● **Exercise prompt**
Could you repeat all of the entries exactly, leaving out any pictures?

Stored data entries
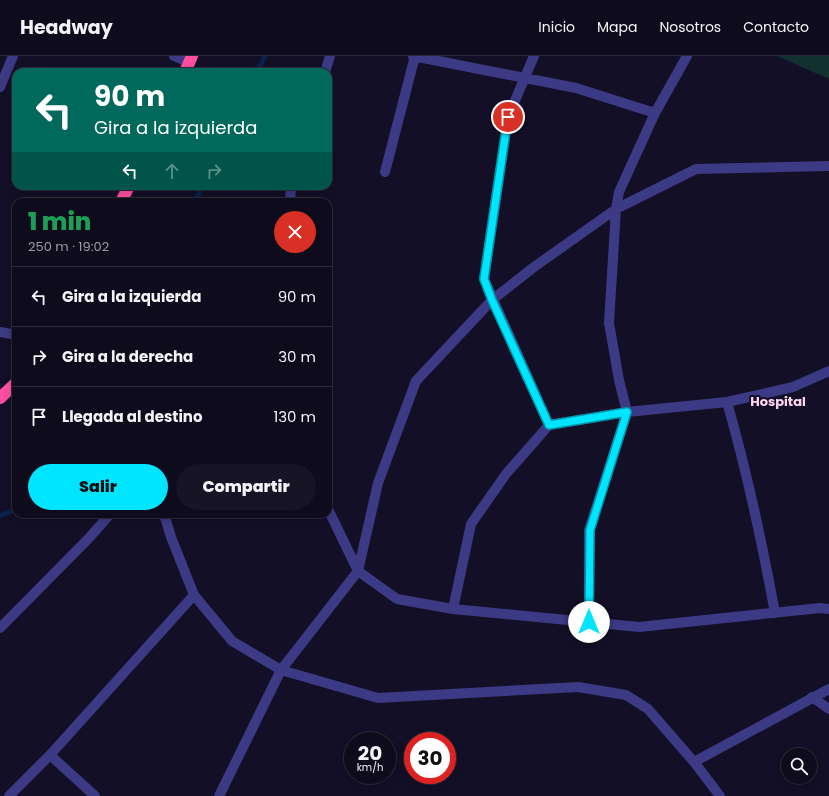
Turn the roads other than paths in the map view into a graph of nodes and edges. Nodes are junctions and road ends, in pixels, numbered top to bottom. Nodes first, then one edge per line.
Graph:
1 (13, 56) edge
2 (174, 56) edge
3 (330, 56) edge
4 (414, 56) edge
5 (534, 56) edge
6 (687, 56) edge
7 (189, 64) edge
8 (326, 68) edge
9 (523, 78) junction
10 (0, 87) edge
11 (656, 113) junction
12 (829, 166) edge
13 (385, 172) dead end
14 (616, 209) junction
15 (492, 300) junction
16 (0, 332) edge
17 (12, 335) edge
18 (829, 371) edge
19 (12, 387) edge
20 (0, 398) edge
21 (727, 402) junction
22 (627, 412) junction
23 (549, 425) junction
24 (332, 517) edge
25 (107, 518) edge
26 (165, 518) edge
27 (358, 571) junction
28 (194, 595) junction
29 (453, 609) junction
30 (829, 609) edge
31 (775, 613) junction
32 (589, 622) junction
33 (0, 628) edge
34 (281, 670) junction
35 (829, 689) edge
36 (812, 697) junction
37 (829, 709) edge
38 (50, 755) junction
39 (694, 762) junction
40 (9, 796) edge
41 (96, 796) edge
42 (219, 796) edge
43 (720, 796) edge

1 - 10 street
2 - 7 street
3 - 8 street
4 - 9 street
4 - 13 street
5 - 9 street
6 - 11 street
9 - 11 street
9 - 15 street
11 - 14 street
12 - 14 street
14 - 15 street
14 - 22 street
15 - 23 street
15 - 27 street
16 - 17 street
18 - 21 street
19 - 20 highway
21 - 22 street
21 - 31 street
22 - 23 street
22 - 32 street
23 - 29 street
24 - 27 street
25 - 33 street
26 - 28 street
27 - 29 street
27 - 34 street
28 - 34 street
28 - 38 street
29 - 32 street
30 - 31 street
31 - 32 street
34 - 39 street
34 - 42 street
35 - 36 street
36 - 37 street
36 - 39 street
38 - 40 street
38 - 41 street
39 - 43 street

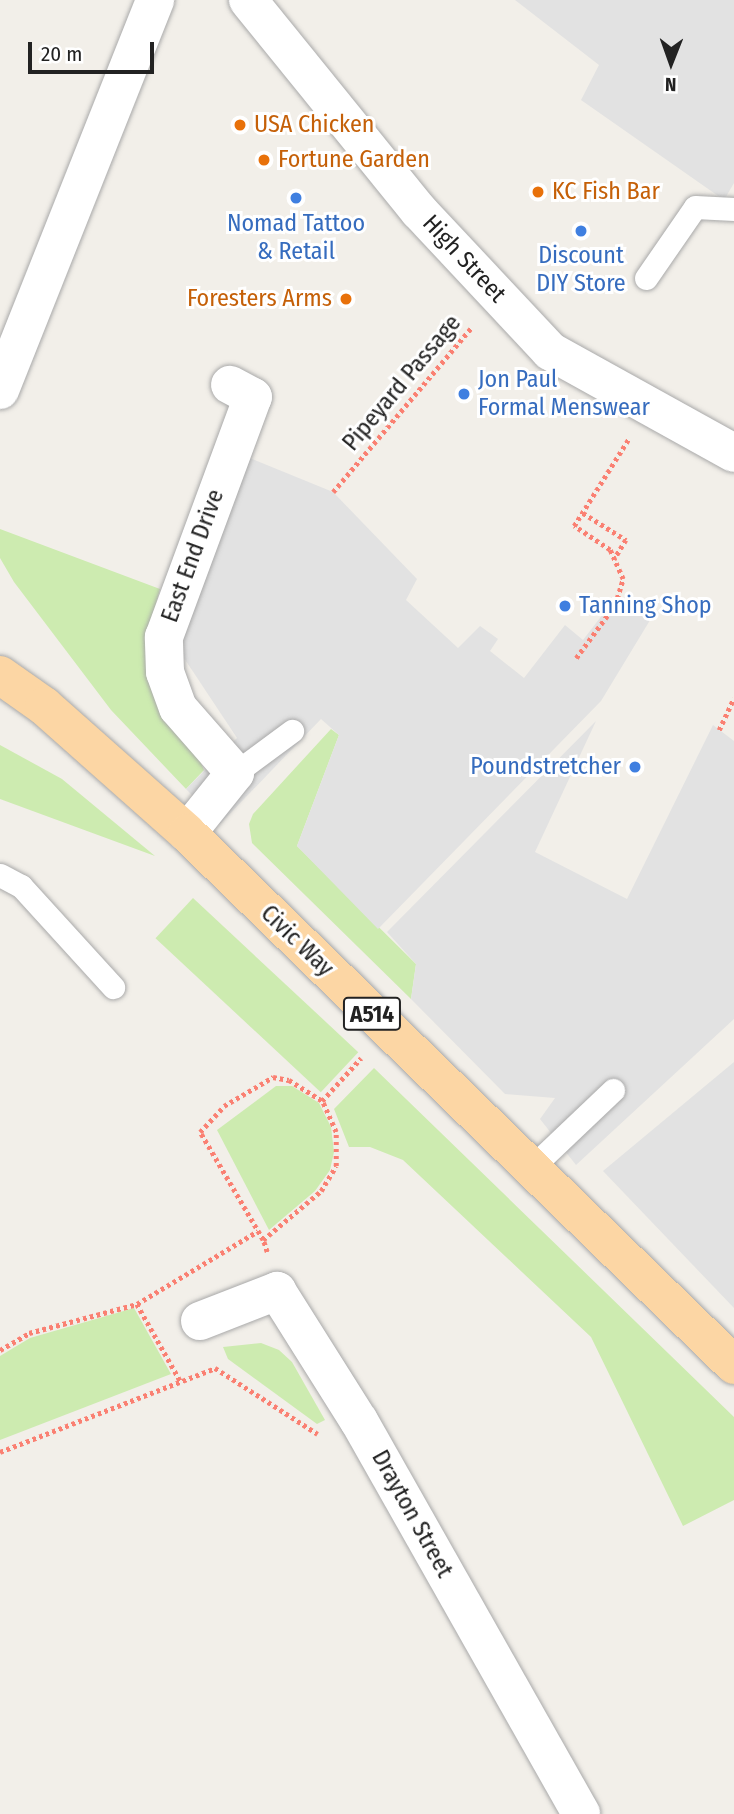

● **Solution**
Turn the roads other than paths in the map view into a graph of nodes and edges. Nodes are junctions and road ends, in pixels, numbered top to bottom. Nodes first, then one edge per line.
Graph:
1 (13, 56) edge
2 (174, 56) edge
3 (330, 56) edge
4 (414, 56) edge
5 (534, 56) edge
6 (687, 56) edge
7 (189, 64) edge
8 (326, 68) edge
9 (523, 78) junction
10 (0, 87) edge
11 (656, 113) junction
12 (829, 166) edge
13 (385, 172) dead end
14 (616, 209) junction
15 (492, 300) junction
16 (0, 332) edge
17 (12, 335) edge
18 (829, 371) edge
19 (12, 387) edge
20 (0, 398) edge
21 (727, 402) junction
22 (627, 412) junction
23 (549, 425) junction
24 (332, 517) edge
25 (107, 518) edge
26 (165, 518) edge
27 (358, 571) junction
28 (194, 595) junction
29 (453, 609) junction
30 (829, 609) edge
31 (775, 613) junction
32 (589, 622) junction
33 (0, 628) edge
34 (281, 670) junction
35 (829, 689) edge
36 (812, 697) junction
37 (829, 709) edge
38 (50, 755) junction
39 (694, 762) junction
40 (9, 796) edge
41 (96, 796) edge
42 (219, 796) edge
43 (720, 796) edge

1 - 10 street
2 - 7 street
3 - 8 street
4 - 9 street
4 - 13 street
5 - 9 street
6 - 11 street
9 - 11 street
9 - 15 street
11 - 14 street
12 - 14 street
14 - 15 street
14 - 22 street
15 - 23 street
15 - 27 street
16 - 17 street
18 - 21 street
19 - 20 highway
21 - 22 street
21 - 31 street
22 - 23 street
22 - 32 street
23 - 29 street
24 - 27 street
25 - 33 street
26 - 28 street
27 - 29 street
27 - 34 street
28 - 34 street
28 - 38 street
29 - 32 street
30 - 31 street
31 - 32 street
34 - 39 street
34 - 42 street
35 - 36 street
36 - 37 street
36 - 39 street
38 - 40 street
38 - 41 street
39 - 43 street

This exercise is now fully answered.